USP: Linha de pesquisa analisa os efeitos ambientais da pesca

Objetivo é reverter prejuízos causados pelo "manejo monoespecífico", que se preocupa apenas com a espécie alvo da pesca

seg, 15/05/2006 - 20h01 | Do Portal do Governo

O Instituto Oceanográfico (IO) da USP está implementando uma alternativa para estudos sobre a pesca. Trata-se da “abordagem ecossistêmica”, uma linha de pesquisa que irá analisar como a pesca altera o ecossistema, e vice-versa. Essa proposta avalia as populações de animais marinhos sujeitos à exploração como um todo, ao contrário do chamado “enfoque monoespecífico”, que leva em conta apenas a espécie alvo da pesca. Essa nova modalide de estudo teve início no IO em outubro de 2005, sob a coordenação da professora Maria de los Angeles Gasalla.

Segundo a professora, cerca de 75% dos estoques pesqueiros do mundo estão comprometidos. “Isso mostra que há uma grande diminuição das populações de recursos pesqueiros, trazendo prejuízos ambientais, sociais e econômicos”. Ela explica que o enfoque monoespecífico tradicional não leva em consideração os efeitos da pesca em determinados locais sobre as demais espécies (influências sobre a cadeia alimentar, por exemplo). “Há chances de que os prejuízos causados pelo manejo (gestão da pesca) monoespecífico não sejam revertidos”, alerta.

Maria conta que, no mundo, tem havido um aumento na aplicação da abordagem ecossistêmica, tanto em análises e estudos quanto no manejo da pesca. “Trata-se de algo relativamente novo em termos de implementação.
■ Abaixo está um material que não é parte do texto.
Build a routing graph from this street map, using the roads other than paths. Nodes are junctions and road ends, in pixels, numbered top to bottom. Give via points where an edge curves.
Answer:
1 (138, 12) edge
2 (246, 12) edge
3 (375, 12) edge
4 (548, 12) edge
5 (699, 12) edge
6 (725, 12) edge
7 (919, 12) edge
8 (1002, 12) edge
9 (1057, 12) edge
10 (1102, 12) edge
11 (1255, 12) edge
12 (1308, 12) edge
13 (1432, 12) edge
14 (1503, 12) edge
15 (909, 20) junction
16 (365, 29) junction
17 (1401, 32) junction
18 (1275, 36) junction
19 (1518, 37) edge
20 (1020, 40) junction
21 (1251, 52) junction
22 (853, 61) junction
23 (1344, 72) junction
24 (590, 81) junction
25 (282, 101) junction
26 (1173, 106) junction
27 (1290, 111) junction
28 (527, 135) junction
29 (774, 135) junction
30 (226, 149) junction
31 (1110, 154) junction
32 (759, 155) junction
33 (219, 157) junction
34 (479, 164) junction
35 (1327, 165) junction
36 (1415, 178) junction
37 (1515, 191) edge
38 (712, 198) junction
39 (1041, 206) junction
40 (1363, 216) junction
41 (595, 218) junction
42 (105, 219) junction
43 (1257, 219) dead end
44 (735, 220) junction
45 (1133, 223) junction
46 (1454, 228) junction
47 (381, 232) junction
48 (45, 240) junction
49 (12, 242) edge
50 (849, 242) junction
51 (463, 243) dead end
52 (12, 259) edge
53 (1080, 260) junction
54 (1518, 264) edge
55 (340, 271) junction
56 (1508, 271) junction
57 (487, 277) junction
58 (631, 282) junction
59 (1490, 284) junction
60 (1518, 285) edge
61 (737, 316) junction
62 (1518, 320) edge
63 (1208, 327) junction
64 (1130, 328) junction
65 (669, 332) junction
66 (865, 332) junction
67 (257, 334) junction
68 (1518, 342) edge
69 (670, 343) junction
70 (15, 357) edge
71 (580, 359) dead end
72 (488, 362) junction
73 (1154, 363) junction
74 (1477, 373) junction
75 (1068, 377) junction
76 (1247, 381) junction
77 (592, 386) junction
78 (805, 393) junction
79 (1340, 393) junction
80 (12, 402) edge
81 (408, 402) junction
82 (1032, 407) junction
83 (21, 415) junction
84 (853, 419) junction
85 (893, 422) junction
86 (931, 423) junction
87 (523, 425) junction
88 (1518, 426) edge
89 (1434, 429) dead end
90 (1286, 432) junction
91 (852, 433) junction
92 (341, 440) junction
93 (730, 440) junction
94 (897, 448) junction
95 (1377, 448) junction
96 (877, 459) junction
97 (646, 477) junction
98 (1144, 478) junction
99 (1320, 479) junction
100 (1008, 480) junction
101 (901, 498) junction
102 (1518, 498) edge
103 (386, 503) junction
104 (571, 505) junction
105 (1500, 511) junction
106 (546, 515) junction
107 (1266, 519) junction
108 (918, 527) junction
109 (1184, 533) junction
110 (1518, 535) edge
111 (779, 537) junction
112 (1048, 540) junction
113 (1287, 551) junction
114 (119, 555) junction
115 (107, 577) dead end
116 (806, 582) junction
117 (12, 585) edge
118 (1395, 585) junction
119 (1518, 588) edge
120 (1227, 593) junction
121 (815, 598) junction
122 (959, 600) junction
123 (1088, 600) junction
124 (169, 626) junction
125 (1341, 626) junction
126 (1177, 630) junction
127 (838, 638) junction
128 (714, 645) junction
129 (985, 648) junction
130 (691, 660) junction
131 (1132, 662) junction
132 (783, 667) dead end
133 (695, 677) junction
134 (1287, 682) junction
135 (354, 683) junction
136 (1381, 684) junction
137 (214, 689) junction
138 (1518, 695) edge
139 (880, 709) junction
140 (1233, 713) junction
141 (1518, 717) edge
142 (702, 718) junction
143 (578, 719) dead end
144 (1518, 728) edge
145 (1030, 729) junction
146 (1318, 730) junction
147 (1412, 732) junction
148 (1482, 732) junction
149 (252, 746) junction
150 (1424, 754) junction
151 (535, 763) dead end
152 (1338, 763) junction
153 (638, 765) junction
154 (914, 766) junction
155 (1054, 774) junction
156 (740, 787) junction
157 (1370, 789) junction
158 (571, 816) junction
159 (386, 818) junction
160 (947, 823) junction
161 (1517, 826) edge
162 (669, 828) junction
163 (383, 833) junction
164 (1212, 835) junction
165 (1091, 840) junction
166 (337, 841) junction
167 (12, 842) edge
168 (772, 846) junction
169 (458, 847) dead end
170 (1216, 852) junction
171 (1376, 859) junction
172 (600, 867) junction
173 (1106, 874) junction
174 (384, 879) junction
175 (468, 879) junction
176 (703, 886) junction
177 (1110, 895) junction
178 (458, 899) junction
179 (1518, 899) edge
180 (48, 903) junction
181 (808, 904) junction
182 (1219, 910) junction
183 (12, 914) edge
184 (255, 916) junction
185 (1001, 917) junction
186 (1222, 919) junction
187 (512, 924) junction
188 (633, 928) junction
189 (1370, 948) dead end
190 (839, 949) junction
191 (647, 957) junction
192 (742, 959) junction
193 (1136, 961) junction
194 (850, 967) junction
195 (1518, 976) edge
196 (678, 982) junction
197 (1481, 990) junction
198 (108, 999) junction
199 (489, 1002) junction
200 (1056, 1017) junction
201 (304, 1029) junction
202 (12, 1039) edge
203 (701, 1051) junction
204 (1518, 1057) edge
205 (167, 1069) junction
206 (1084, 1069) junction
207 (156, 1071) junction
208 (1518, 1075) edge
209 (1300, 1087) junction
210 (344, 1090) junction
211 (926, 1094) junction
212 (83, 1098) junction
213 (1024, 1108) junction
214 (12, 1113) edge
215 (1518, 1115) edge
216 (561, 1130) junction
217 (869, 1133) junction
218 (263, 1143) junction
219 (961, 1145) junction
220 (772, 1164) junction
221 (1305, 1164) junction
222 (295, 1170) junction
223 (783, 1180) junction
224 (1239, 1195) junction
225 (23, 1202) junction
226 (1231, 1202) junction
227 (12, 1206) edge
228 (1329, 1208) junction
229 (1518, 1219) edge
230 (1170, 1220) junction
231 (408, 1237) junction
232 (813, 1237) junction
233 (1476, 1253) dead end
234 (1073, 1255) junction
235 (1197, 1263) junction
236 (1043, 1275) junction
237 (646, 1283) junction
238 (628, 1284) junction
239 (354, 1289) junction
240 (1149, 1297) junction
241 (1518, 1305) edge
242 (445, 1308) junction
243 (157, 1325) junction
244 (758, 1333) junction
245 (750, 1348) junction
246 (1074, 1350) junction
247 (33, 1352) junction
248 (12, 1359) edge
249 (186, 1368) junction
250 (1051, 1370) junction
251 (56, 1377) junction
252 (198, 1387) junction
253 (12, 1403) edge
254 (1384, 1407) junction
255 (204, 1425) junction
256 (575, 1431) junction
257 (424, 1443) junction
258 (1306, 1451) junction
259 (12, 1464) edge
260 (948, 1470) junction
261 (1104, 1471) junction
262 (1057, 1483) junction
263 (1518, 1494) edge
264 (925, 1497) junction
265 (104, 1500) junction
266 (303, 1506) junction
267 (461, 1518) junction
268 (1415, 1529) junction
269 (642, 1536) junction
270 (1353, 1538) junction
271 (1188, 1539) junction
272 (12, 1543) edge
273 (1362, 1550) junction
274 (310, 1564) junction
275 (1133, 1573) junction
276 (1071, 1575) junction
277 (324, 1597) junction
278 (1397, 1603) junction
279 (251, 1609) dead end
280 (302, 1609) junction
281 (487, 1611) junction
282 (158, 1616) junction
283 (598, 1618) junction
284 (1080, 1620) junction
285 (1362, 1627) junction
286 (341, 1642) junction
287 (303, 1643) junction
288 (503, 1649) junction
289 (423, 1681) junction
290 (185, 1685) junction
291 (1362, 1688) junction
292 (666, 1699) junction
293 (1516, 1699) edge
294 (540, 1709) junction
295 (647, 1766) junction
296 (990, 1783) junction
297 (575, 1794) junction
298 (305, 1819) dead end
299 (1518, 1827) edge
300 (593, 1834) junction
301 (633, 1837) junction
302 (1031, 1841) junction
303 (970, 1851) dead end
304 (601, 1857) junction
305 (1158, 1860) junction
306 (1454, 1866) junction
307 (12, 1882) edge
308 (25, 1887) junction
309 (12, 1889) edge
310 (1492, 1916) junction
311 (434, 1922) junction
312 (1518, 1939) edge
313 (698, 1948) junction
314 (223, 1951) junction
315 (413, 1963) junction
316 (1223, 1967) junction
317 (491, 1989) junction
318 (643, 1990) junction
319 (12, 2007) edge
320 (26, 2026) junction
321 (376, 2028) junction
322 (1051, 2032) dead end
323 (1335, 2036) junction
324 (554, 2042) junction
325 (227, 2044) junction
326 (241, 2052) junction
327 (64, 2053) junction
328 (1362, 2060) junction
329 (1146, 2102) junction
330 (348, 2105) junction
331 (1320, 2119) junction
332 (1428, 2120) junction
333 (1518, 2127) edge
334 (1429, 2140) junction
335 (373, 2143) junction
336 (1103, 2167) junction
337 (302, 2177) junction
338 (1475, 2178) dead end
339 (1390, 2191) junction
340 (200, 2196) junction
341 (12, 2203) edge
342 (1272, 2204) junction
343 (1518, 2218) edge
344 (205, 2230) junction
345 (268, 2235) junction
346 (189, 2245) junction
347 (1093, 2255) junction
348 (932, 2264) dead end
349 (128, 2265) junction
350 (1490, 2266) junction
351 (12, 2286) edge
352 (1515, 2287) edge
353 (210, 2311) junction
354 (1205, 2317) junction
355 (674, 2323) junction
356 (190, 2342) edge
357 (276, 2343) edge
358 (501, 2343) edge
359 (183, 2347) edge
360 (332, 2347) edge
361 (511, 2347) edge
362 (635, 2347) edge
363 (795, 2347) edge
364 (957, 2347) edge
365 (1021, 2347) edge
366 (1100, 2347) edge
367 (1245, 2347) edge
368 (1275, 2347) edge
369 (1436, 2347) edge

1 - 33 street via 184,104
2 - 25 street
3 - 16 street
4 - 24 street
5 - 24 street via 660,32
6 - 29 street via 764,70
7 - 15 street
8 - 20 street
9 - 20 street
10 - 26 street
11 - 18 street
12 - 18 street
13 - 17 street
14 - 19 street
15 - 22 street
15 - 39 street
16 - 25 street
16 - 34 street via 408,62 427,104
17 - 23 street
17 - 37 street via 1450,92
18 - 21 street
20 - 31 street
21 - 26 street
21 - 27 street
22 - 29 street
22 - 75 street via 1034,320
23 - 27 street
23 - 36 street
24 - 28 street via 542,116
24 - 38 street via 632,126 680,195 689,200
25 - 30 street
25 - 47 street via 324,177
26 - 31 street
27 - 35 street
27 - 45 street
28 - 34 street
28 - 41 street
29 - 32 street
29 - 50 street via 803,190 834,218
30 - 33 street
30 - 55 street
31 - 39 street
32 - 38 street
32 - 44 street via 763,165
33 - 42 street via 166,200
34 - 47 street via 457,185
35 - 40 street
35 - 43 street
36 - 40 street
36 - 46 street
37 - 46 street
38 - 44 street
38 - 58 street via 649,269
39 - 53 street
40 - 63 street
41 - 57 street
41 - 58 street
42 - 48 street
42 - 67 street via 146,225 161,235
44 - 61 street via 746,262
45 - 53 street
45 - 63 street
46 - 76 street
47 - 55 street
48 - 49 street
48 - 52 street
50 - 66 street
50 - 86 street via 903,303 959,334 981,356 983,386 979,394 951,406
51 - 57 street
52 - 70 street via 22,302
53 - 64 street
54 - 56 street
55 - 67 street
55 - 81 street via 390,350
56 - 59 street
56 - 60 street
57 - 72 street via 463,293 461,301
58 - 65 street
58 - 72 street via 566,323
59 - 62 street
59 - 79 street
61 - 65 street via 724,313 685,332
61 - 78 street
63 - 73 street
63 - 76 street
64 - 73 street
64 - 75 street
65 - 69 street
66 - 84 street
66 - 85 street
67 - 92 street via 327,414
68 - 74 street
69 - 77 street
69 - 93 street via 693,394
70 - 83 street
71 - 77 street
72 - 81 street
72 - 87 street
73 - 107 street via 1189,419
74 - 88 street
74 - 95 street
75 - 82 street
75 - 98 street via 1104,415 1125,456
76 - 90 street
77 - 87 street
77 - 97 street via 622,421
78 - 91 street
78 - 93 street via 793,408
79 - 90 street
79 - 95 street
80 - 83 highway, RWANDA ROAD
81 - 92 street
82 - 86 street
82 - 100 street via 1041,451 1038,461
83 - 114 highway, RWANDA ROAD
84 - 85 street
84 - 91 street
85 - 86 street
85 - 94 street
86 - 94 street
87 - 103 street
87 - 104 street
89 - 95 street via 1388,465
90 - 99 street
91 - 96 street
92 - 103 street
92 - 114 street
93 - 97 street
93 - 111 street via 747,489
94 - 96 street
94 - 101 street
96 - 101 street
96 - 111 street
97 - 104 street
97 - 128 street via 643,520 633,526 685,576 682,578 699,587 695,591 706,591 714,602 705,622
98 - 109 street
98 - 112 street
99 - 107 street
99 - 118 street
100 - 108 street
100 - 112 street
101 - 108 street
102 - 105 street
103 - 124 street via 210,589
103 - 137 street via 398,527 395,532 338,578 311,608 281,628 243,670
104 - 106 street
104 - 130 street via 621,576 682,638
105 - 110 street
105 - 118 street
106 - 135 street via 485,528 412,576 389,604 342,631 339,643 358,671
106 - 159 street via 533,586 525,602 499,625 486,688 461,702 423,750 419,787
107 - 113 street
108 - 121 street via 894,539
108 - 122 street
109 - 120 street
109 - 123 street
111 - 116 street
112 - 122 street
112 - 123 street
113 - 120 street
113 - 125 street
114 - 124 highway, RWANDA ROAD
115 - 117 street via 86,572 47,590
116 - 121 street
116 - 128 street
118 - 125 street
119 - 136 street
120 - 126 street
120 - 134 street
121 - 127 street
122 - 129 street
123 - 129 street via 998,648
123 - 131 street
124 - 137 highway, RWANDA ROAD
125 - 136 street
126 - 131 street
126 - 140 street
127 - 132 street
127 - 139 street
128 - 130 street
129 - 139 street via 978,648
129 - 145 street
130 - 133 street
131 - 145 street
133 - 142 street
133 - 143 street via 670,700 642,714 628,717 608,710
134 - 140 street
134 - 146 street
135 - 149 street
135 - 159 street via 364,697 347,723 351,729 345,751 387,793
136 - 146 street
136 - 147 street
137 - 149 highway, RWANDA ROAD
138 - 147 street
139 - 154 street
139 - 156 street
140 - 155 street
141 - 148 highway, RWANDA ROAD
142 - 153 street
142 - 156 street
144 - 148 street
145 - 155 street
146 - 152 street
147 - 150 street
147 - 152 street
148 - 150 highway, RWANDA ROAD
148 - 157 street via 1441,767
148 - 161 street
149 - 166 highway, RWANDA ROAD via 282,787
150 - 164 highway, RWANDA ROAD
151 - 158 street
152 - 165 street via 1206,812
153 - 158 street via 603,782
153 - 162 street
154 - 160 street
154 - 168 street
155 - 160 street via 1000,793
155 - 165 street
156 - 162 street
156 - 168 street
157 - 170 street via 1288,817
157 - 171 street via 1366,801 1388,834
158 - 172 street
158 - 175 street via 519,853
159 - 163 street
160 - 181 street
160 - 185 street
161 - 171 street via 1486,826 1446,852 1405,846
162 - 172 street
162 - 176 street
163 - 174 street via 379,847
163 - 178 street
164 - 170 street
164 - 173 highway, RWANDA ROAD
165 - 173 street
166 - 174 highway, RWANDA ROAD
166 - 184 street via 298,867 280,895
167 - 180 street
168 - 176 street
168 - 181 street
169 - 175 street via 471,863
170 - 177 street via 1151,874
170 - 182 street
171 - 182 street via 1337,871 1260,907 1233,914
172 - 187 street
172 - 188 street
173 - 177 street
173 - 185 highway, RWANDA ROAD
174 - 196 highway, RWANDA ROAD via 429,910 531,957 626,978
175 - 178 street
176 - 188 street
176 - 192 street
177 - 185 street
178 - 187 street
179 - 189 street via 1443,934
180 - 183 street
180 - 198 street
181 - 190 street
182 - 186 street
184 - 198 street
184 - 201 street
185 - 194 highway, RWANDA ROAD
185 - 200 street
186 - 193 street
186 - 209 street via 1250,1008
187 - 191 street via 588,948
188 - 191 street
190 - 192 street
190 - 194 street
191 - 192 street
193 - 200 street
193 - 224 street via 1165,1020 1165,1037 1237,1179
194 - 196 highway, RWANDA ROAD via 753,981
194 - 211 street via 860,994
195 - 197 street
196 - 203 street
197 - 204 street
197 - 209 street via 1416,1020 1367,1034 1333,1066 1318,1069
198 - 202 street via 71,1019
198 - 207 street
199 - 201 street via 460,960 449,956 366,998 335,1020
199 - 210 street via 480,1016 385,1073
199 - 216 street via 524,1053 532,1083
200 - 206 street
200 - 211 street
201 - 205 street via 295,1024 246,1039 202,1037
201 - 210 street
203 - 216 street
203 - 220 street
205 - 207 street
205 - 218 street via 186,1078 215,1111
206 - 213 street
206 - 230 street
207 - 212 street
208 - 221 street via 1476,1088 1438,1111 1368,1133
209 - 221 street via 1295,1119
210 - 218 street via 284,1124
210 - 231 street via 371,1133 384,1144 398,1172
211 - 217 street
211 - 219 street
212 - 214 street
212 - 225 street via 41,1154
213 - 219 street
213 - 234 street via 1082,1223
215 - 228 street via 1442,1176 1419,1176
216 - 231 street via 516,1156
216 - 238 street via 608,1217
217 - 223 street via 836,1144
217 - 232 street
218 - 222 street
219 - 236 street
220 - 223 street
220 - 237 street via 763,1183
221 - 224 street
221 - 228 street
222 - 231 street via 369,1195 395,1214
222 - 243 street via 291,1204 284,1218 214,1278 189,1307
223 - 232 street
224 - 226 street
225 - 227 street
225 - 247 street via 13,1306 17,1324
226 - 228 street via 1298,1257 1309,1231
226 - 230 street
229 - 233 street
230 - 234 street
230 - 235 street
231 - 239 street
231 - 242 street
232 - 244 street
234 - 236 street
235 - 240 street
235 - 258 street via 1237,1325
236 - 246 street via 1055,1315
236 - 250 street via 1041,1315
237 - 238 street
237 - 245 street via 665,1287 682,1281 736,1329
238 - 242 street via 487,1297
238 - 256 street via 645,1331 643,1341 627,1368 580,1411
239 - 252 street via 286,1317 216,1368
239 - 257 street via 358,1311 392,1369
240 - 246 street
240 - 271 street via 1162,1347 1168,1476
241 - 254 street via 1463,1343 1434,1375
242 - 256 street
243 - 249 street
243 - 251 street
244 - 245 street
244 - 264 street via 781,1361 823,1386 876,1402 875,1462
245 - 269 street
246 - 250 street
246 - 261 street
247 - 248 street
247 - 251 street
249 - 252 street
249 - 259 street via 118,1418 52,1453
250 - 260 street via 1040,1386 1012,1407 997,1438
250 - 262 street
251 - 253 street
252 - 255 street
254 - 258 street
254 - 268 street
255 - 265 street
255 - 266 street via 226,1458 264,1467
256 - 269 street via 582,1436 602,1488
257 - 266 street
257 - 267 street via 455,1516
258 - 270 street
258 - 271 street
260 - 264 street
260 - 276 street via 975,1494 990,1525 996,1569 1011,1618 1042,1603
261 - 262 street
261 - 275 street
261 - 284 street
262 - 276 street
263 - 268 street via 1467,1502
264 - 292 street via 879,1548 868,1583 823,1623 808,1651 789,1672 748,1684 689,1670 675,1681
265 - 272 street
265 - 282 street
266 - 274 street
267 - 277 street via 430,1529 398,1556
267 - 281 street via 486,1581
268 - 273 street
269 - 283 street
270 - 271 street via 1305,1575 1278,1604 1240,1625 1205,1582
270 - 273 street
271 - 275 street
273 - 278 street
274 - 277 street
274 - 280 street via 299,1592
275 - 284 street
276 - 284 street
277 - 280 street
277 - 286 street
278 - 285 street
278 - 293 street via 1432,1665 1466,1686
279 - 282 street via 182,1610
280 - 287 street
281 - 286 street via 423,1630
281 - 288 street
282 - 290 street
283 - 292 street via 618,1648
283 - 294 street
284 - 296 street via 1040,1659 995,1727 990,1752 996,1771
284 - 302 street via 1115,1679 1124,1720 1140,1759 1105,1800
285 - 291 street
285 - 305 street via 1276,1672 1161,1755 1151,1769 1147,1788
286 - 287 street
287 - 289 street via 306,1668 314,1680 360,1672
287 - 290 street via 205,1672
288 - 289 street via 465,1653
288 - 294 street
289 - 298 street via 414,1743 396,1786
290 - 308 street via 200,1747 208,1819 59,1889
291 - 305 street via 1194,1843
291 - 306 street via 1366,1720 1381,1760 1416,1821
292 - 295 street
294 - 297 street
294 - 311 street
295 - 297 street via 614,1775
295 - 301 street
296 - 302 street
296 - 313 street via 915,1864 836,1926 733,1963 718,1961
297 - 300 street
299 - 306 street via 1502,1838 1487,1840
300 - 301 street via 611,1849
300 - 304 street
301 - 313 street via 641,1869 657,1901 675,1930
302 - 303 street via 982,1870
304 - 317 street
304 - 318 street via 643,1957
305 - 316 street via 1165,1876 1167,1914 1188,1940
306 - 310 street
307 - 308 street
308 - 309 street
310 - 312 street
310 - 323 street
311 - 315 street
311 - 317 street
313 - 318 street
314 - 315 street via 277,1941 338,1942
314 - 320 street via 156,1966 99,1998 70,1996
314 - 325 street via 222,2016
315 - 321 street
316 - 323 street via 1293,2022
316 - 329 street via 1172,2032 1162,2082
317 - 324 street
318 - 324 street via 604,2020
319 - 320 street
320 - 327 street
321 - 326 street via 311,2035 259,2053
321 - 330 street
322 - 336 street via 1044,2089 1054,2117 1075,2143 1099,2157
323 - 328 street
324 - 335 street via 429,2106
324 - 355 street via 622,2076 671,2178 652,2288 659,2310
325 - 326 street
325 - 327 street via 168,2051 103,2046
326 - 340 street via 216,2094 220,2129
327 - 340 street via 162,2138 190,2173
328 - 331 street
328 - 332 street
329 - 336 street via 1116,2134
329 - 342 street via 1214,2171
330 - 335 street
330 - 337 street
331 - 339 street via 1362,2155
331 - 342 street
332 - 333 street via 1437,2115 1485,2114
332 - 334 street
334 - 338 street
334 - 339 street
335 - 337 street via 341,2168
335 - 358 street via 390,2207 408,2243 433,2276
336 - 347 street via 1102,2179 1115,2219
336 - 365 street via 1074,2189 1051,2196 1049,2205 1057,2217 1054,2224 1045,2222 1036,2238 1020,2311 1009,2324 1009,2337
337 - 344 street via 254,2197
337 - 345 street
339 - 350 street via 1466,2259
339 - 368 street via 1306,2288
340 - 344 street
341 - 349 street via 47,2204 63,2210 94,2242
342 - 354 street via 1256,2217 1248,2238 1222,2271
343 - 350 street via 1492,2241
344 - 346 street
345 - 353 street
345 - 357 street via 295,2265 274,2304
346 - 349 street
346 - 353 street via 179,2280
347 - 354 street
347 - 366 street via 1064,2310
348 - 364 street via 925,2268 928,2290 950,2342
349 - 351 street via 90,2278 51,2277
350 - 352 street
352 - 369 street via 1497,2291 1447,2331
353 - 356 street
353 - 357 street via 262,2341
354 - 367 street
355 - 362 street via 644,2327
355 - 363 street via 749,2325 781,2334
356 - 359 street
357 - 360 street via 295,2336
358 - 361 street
Começou em fins da última década, com a experiência australiana. Atualmente vários países têm feito esforços para inserir esse tipo de abordagem na legislação e no manejo da pesca, com bons resultados iniciais. No Brasil, isso ainda não ocorre.”

Ela destaca que o impacto da sobrepesca e das alterações nos ecossistemas não é apenas ambiental, mas também sócio-econômico: a diminuição de determinadas populações de peixes acaba afetando as pessoas que vivem da pesca dessas espécies e, com isso, o mercado consumidor.

Pesquisas no IO

Em seu doutorado, concluído em 2004 na USP, Maria estudou os impactos da pesca sobre o ecossistema da plataforma sudeste do Brasil. Durante suas análises, além da modelagem do ecossistema pesqueiro e da simulação de diferentes cenários de pesca, ela entrevistou pescadores e concluiu que suas percepções sobre as alterações nos ecossistemas (lembranças sobre uma espécie que não é mais encontrada, por exemplo) têm grande utilidade para as pesquisas na área. “Propomos que o manejo seja adaptativo e cooperativo. Adaptativo porque é um processo de aprendizagem. Cooperativo porque deve ser feito em conjunto entre o setor pesqueiro, os órgãos de gestão e os cientistas.”

No recém-fundado Laboratório de Ecossistemas Pesqueiros (LabPesq) do IO, o objetivo é desenvolver metodologias e formas de análise para esse novo tipo de abordagem. “Os estudos tentam, primeiramente, resgatar e integrar o que se sabe a respeito de um dado ecossistema pesqueiro”. As análises se concentram em um ecossistema de cada vez, tentando entender como seus elementos (fauna, flora, ambiente físico e frotas pesqueiras) interagem, para em seguida avaliar, por meio de modelos matemáticos, quais as possíveis ações a serem tomadas para evitar prejuízos. Inicialmente, os estudos devem se concentrar no ecossistema marinho que engloba as regiões Sudeste e Sul do Brasil.

Como exemplos de ações para diminuir os prejuízos causados aos ecossistemas, Maria cita a criação de áreas marinhas pesqueiras protegidas, em que a pesca possa ser suspensa durante um certo período para permitir a recomposição das populações de peixes; a inserção de observadores a bordo das frotas pesqueiras; e medidas que facilitem o escape das espécies que não são alvo da pesca, mas que acabam sendo capturadas pelas redes.